SDOT has said that it is using the survey results as well as five criteria — safety and health, access, implementation, equity, and community and stakeholder input — to arrive at its final decision.
“I haven’t seen the survey and I am sure that many of my neighbors have not seen the survey, so I’m not sure what’s being done, but I know there is an incredible opportunity to do a lot more,” said Megan Francis, a Mount Baker resident and a volunteer with Seattle Neighborhood Greenways. “I also think that agencies like SDOT need to contend with and own up to their institutional history of not being a place that has always been welcoming to certain communities. Over the last year, a lot of institutions have taken up wake-up calls or have professed wanting to do better, but I think we’d like to see them do better.

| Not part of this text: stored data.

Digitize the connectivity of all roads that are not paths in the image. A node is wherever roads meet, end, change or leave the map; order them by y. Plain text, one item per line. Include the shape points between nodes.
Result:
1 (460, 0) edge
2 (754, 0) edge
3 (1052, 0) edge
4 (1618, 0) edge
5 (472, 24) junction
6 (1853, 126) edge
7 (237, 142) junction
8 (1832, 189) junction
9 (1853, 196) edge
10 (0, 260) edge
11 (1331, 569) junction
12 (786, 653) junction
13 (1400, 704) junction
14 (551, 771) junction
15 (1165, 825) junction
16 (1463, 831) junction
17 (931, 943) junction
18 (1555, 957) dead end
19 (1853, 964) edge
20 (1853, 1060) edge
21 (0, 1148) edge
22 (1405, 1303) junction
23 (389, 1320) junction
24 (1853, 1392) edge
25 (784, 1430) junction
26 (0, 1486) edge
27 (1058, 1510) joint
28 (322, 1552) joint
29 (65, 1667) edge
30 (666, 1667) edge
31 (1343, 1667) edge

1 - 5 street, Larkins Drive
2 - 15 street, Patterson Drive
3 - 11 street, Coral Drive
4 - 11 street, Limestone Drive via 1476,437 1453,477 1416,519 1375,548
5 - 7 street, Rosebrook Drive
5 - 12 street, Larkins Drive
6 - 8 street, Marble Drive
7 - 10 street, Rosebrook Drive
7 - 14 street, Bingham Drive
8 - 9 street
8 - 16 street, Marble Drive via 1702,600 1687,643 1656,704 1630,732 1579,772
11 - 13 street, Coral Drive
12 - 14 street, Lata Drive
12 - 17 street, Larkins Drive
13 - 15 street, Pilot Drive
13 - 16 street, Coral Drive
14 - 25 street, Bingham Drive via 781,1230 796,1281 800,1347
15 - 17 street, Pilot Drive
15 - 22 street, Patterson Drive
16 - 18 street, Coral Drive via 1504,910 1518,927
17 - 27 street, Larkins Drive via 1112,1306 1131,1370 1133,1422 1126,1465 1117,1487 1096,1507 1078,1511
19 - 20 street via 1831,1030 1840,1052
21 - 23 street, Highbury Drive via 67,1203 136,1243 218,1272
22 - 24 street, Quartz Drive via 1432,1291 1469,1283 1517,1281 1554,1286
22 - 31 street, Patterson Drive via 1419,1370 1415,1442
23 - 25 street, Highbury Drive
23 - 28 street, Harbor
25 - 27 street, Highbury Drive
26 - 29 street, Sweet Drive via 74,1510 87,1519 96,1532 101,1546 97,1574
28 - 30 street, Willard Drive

“I wanted to provide my voice as somebody who is Black and Asian, that kind of perspective, and I think that more voices, especially in community processes, are really important,” said Francis. “Something that is always concerning to me is that some voices, whether positive or negative, are just not even heard. So how can we increase community input into a process? I think that there are a lot of different ways to do that. It is spending much, much more time on outreach and it is doing the hard work of reaching out to leaders in a community, whether that’s organizations or schools or nonprofits and then letting them know and giving them a chance to speak up. That takes more work and I think that’s work that some people don’t want to do, especially when there’s a pandemic. But in order to do it in an equitable way, it’s necessary to put in the hard work.”
Jack Russillo has been reporting in Western Washington since 2013. He covers the environment, social justice, and other topics that affect a sustainable and equitable future. He currently lives in Seattle’s Beacon Hill neighborhood.